187.1 34.7%% 8.4% 10.5% 36.7% 2.88 2.75

Pitch Arsenal

Pitch Type Frequency Velocity (mph) Spin Rate (z-score) Whiff+ BIP+
Pitch Type Frequency Velocity (mph) Spin Rate (z-score) Whiff+ BIP+
Four-seam 51.5% 97.1 2362 (2.29) 165 90
Sinker 3.9% 96.6 2312 (1.61) 98 120
Changeup 4.7% 88.2 1733 (-0.29) 112 40
Slider 20.9% 89.1 2568 (0.57) 115 88
Curveball 19.0% 83.0 2850 (1.35) 113 112

Gerrit Cole has continued to dominate the American League after coming over from the Pirates in the offseason. He’s running the second highest strikeout rate in the majors and is on pace to accumulate the most fWAR of his career. Still, he’s also running the highest walk rate of his career and has continued to be plagued by a home run problem, something that developed last season in Pittsburgh. Because he’s basically abandoned his sinker and has focused his repertoire on his four-seam fastball, he’s allowing much more air contact, leading to a suppressed BABIP. Combined with his insane strikeout numbers, that’s given him all the tools he needs to kill rallies and run a strand rate well above average.

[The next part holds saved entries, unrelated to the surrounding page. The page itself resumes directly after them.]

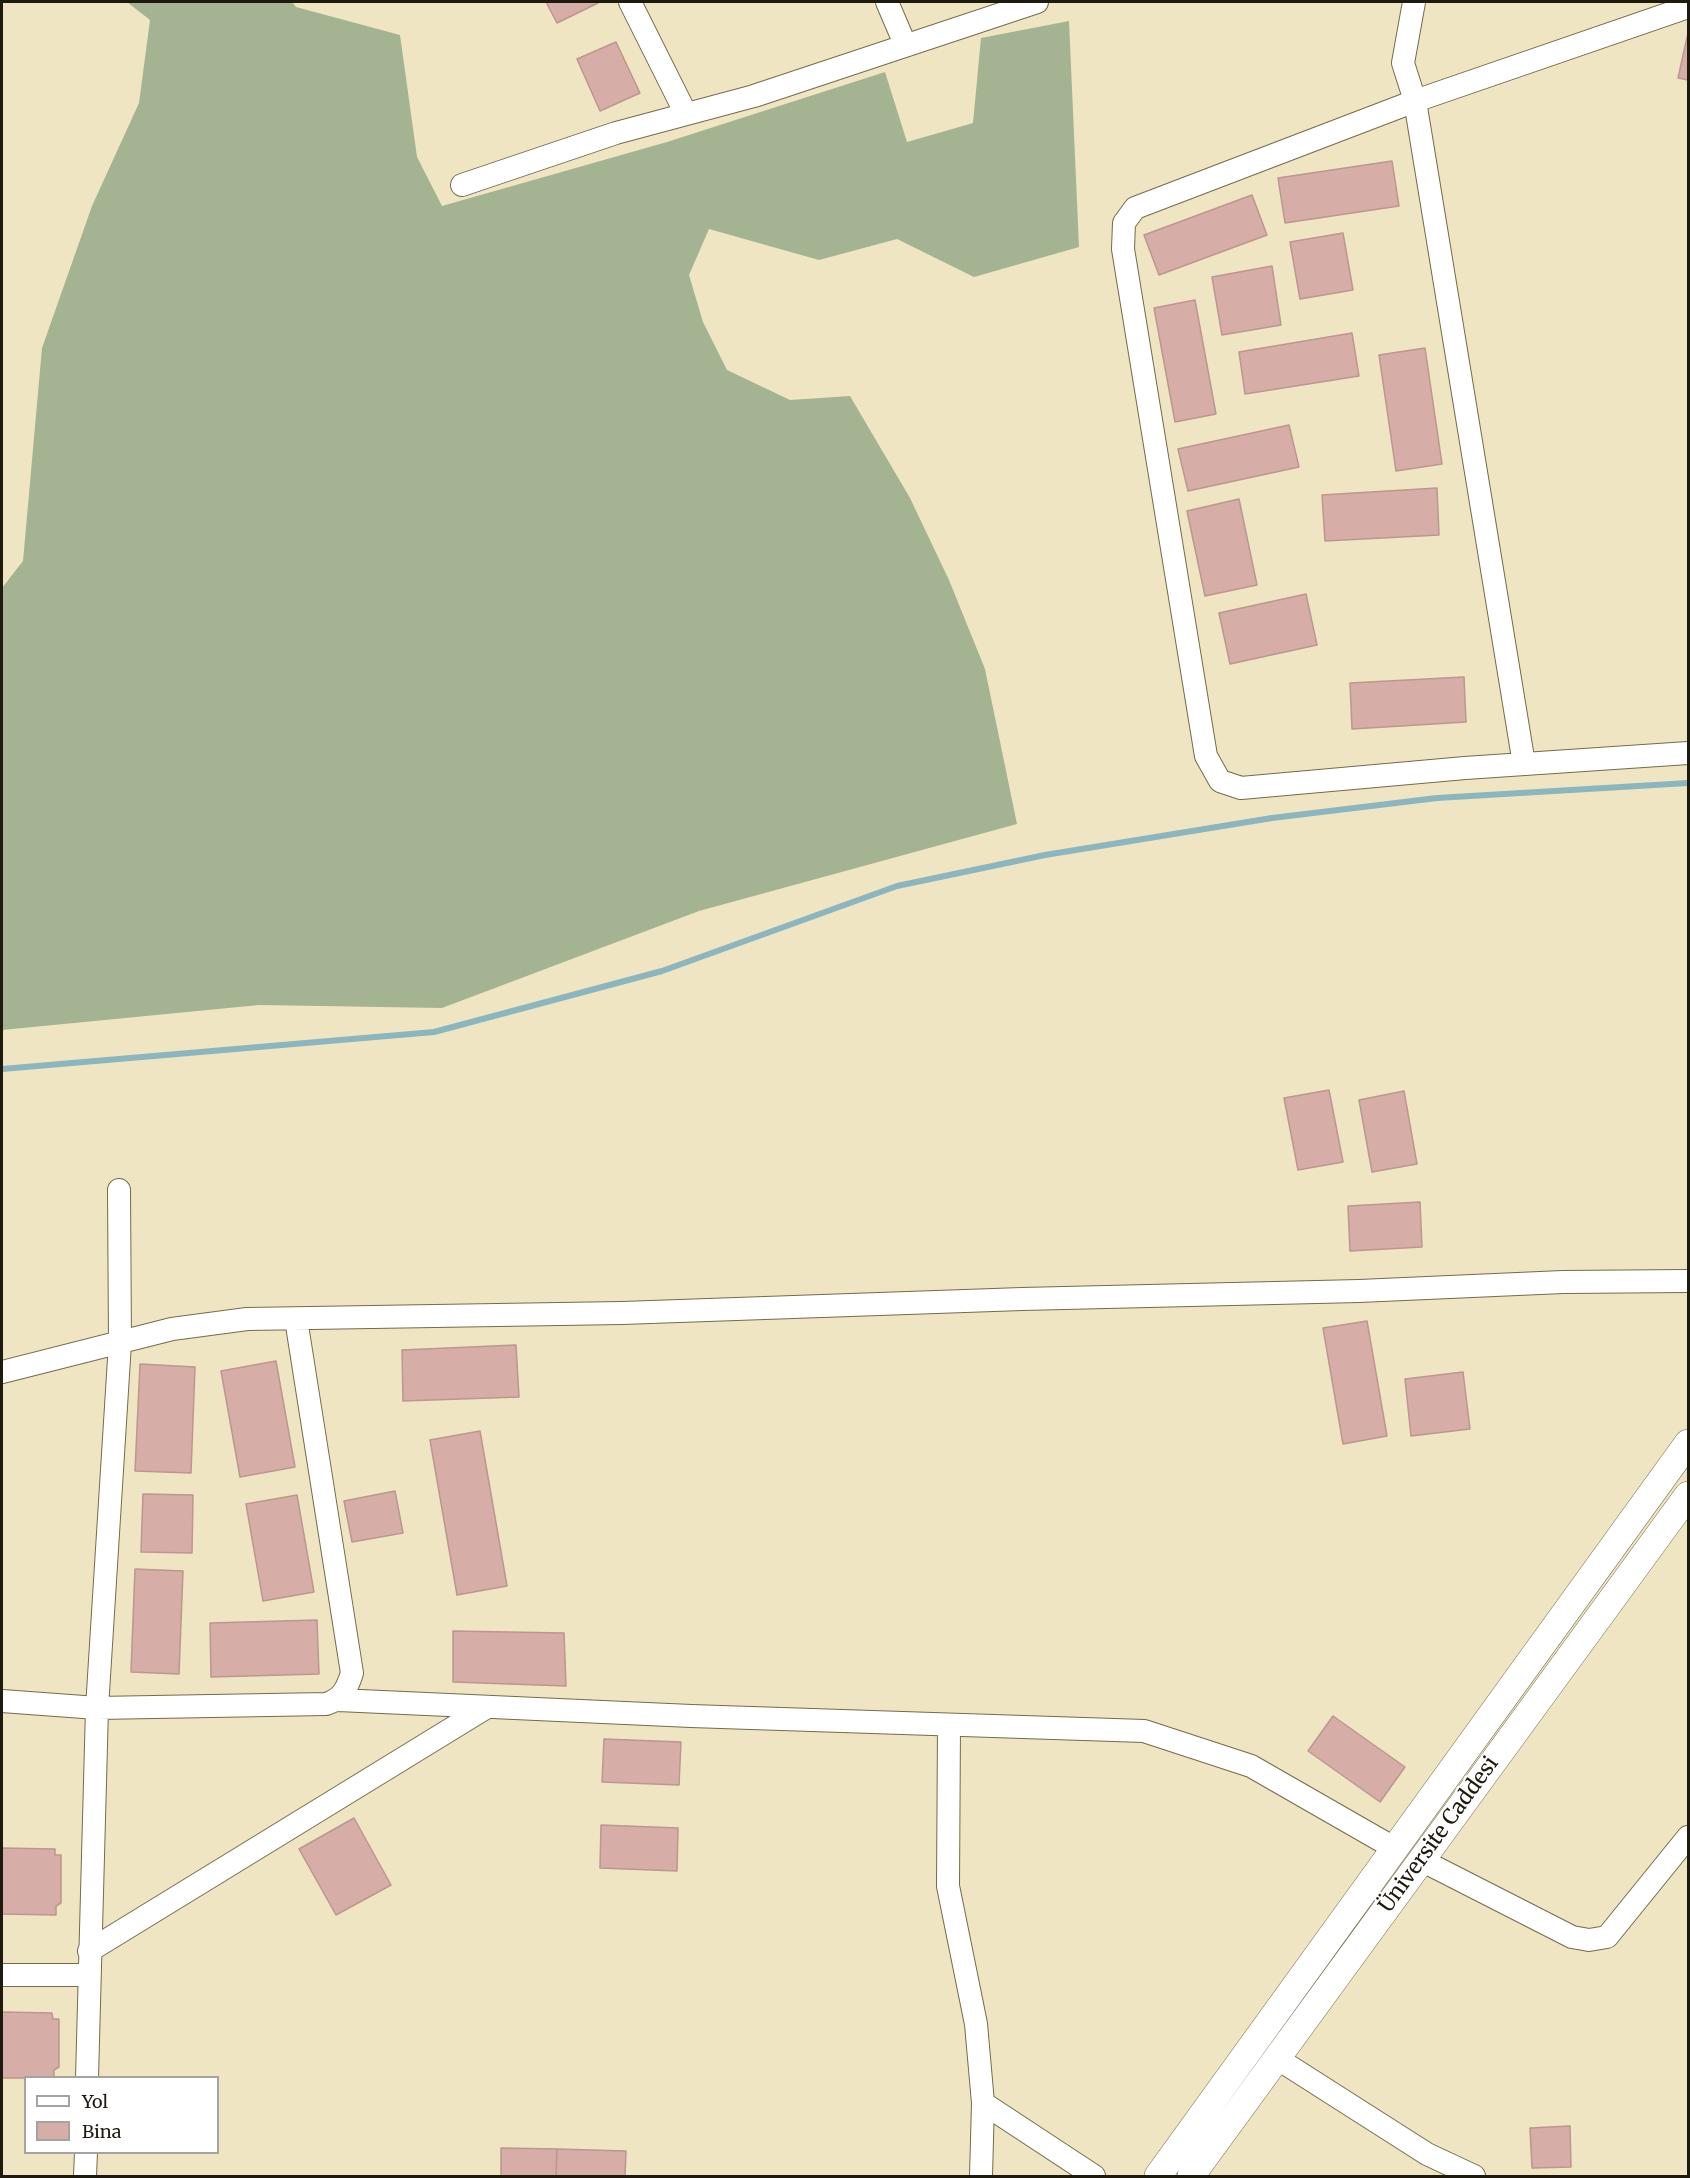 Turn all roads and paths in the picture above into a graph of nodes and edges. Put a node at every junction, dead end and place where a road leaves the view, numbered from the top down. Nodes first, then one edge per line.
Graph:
1 (630, 2) edge
2 (887, 2) edge
3 (1037, 2) edge
4 (1414, 2) edge
5 (1689, 7) edge
6 (905, 44) junction
7 (1415, 101) junction
8 (686, 114) junction
9 (462, 186) dead end
10 (1689, 753) edge
11 (1524, 764) junction
12 (119, 1190) dead end
13 (1689, 1281) edge
14 (296, 1319) junction
15 (120, 1343) junction
16 (2, 1372) edge
17 (1689, 1443) edge
18 (1689, 1495) edge
19 (338, 1700) junction
20 (2, 1701) edge
21 (97, 1707) junction
22 (487, 1707) junction
23 (949, 1725) junction
24 (1689, 1837) edge
25 (1394, 1848) junction
26 (1420, 1860) junction
27 (89, 1951) junction
28 (2, 1975) edge
29 (89, 1975) junction
30 (1278, 2059) junction
31 (87, 2076) edge
32 (984, 2103) junction
33 (86, 2154) edge
34 (86, 2176) edge
35 (981, 2176) edge
36 (1094, 2176) edge
37 (1158, 2176) edge
38 (1191, 2176) edge
39 (1474, 2176) edge

1 - 8 street
2 - 6 street
3 - 6 street
4 - 7 street
5 - 7 street
6 - 8 street
7 - 11 street
7 - 11 street
8 - 9 street
10 - 11 street
12 - 15 street
13 - 14 street
14 - 15 street
14 - 19 street
15 - 16 street
15 - 21 street
17 - 25 main road
18 - 26 main road, Üniversite Caddesi
19 - 21 street
19 - 22 street
20 - 21 street
21 - 27 street
22 - 23 street
22 - 27 street
23 - 25 street
23 - 32 street
24 - 26 street
25 - 37 main road
26 - 30 main road, Üniversite Caddesi
27 - 29 street
28 - 29 street
29 - 31 street
30 - 38 main road, Üniversite Caddesi
30 - 39 street
32 - 35 street
32 - 36 street
33 - 34 street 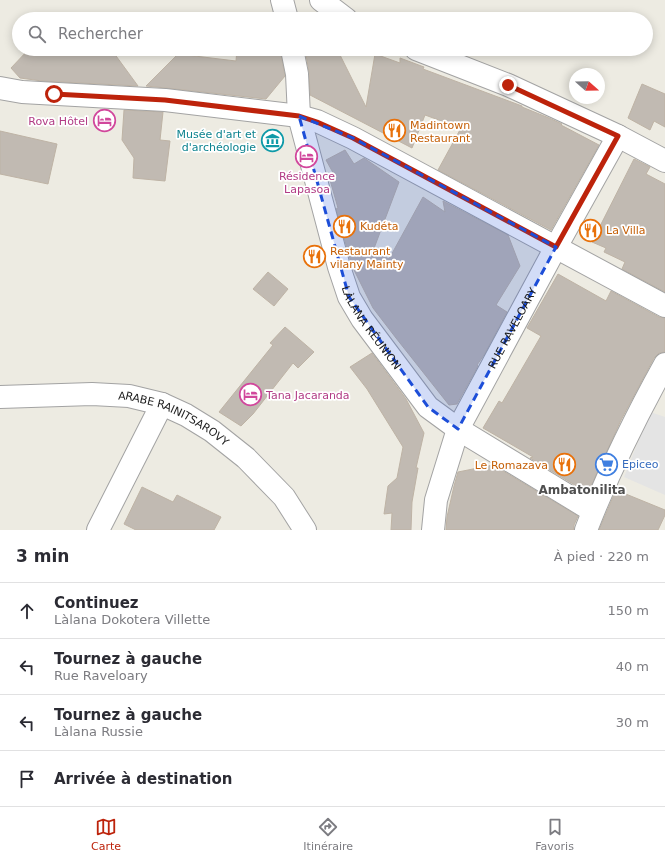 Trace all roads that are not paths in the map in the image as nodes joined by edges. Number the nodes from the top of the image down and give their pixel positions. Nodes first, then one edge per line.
1 (282, 0) edge
2 (321, 0) edge
3 (285, 12) edge
4 (337, 12) edge
5 (293, 56) edge
6 (434, 56) edge
7 (0, 88) edge
8 (299, 116) junction
9 (618, 136) junction
10 (665, 161) edge
11 (556, 247) junction
12 (665, 306) edge
13 (665, 364) edge
14 (0, 397) edge
15 (162, 404) junction
16 (458, 429) junction
17 (589, 521) edge
18 (98, 530) edge
19 (305, 530) edge
20 (433, 530) edge

1 - 3 street
2 - 4 street
5 - 8 street, LÀLANA RÉUNION
6 - 9 street
7 - 8 street
8 - 11 street
8 - 16 street, LÀLANA RÉUNION
9 - 10 street
9 - 11 street, RUE RAVELOARY
11 - 12 street
11 - 16 street, RUE RAVELOARY
13 - 17 street
14 - 15 street, ARABE RAINITSAROVY
15 - 18 street
15 - 19 street, ARABE RAINITSAROVY
16 - 17 street, LÀLANA RÉUNION
16 - 20 street, RUE RAVELOARY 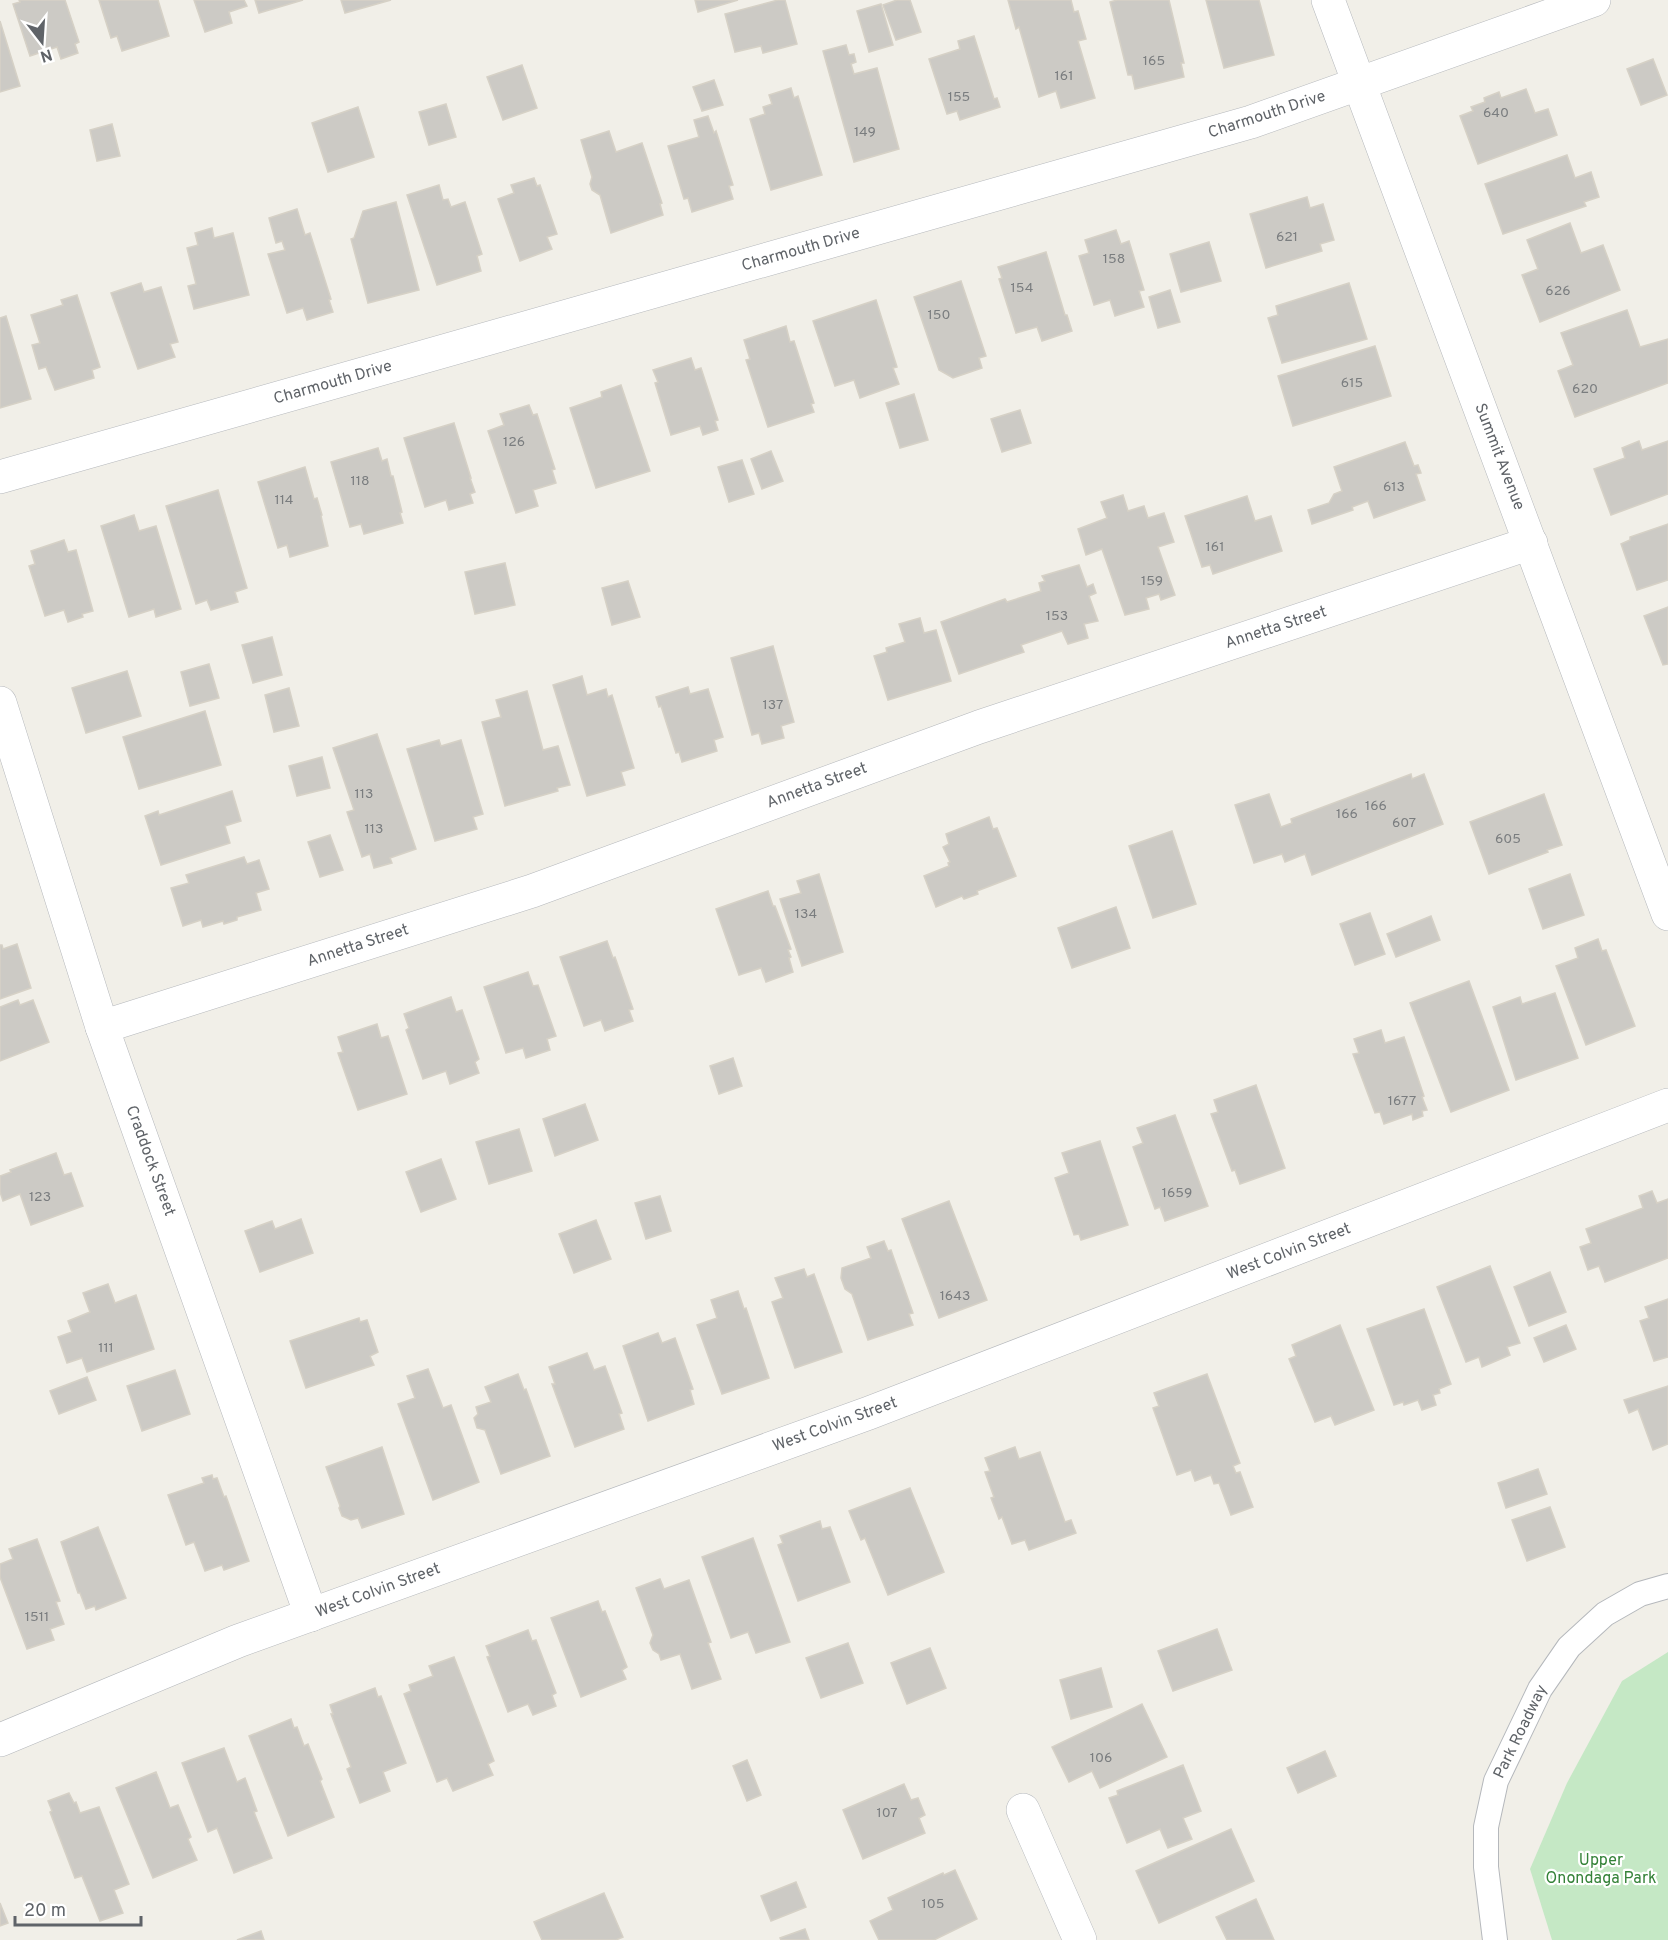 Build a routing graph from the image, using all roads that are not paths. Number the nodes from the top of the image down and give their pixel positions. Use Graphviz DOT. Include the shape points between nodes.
graph roads {
  1 [pos="1328,0"];
  2 [pos="1594,0"];
  3 [pos="1358,84"];
  4 [pos="0,477"];
  5 [pos="1531,543"];
  6 [pos="0,703"];
  7 [pos="1668,914"];
  8 [pos="102,1027"];
  9 [pos="1668,1106"];
  10 [pos="1668,1586"];
  11 [pos="311,1615"];
  12 [pos="0,1740"];
  13 [pos="1023,1810"];
  14 [pos="1080,1940"];
  15 [pos="1495,1940"];
  1 -- 3 [label="street, Summit Avenue"];
  2 -- 3 [label="street, Charmouth Drive"];
  3 -- 4 [label="street, Charmouth Drive" via="1251,122"];
  3 -- 5 [label="street, Summit Avenue"];
  5 -- 7 [label="street, Summit Avenue"];
  5 -- 8 [label="street, Annetta Street" via="979,727 532,891"];
  6 -- 8 [label="street, Craddock Street"];
  8 -- 11 [label="street, Craddock Street"];
  9 -- 11 [label="street, West Colvin Street" via="869,1413"];
  10 -- 15 [label="lane, Park Roadway" via="1640,1594 1605,1614 1569,1647 1540,1689 1496,1781 1486,1827 1486,1867"];
  11 -- 12 [label="street, West Colvin Street" via="238,1641"];
  13 -- 14 [label="street"];
}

There’s nothing really new to say about Gerrit Cole, whose numbers are maddeningly consistent. Also consistent: my inability to spell his first name. I always guess the wrong number of r’s or t’s.

LHP Dallas Keuchel

191.2 17.6% 6.4 11.8%% 53.9%% 3.57 3.66

Pitch Arsenal

Pitch Type Frequency Velocity (mph) Spin Rate (z-score) Whiff+ BIP+
Pitch Type Frequency Velocity (mph) Spin Rate (z-score) Whiff+ BIP+
Four-seam 13.4% 90.2 2160 (-0.36) 83 108
Sinker 40.3% 89.6 2051 (-0.96) 85 92
Cutter 15.8% 86.5 2167 (-0.60) 83 113
Changeup 12.3% 80.0 1560 (-1.74) 122 106
Slider 18.3% 79.0 2181 (0.00) 96 68

It’s unlikely that Dallas Keuchel will replicate the same level of production that earned him a Cy Young award. Everything about that year looks like an outlier when compared to what’s come since. Still, his brand of contact management will always be useful, even if he’s only the fifth best pitcher in the Astros rotation now. After struggling through the first couple of months of the season, Keuchel has tinkered with his repertoire to try and get his groove back. In July, he’s almost completely abandoned his cutter in favor of his changeup. That pitch was one of the big reasons why he was so successful in his award-winning season so getting back to it seems like a good plan. In the seven starts since making the adjustment to his repertoire, he’s allowed ten runs total, with the only hiccups coming in his starts against the Rangers and Mariners where he gave up three runs in each game.

The Big Picture:

The AL West

Team W-L W% Games Behind Recent Form
Team W-L W% Games Behind Recent Form
Astros 94-55 0.631 -- W-W-L-W-W
Athletics 90-60 0.600 4.5 L-L-W-L-W
Mariners 82-67 0.550 12.0 L-W-W-W-L
Angels 74-76 0.493 20.5 W-L-L-L-W
Rangers 64-85 0.430 30.0 L-W-W-L-L

With respect to Jake, I’m skipping the Wild Card stuff this week. It makes me too sad.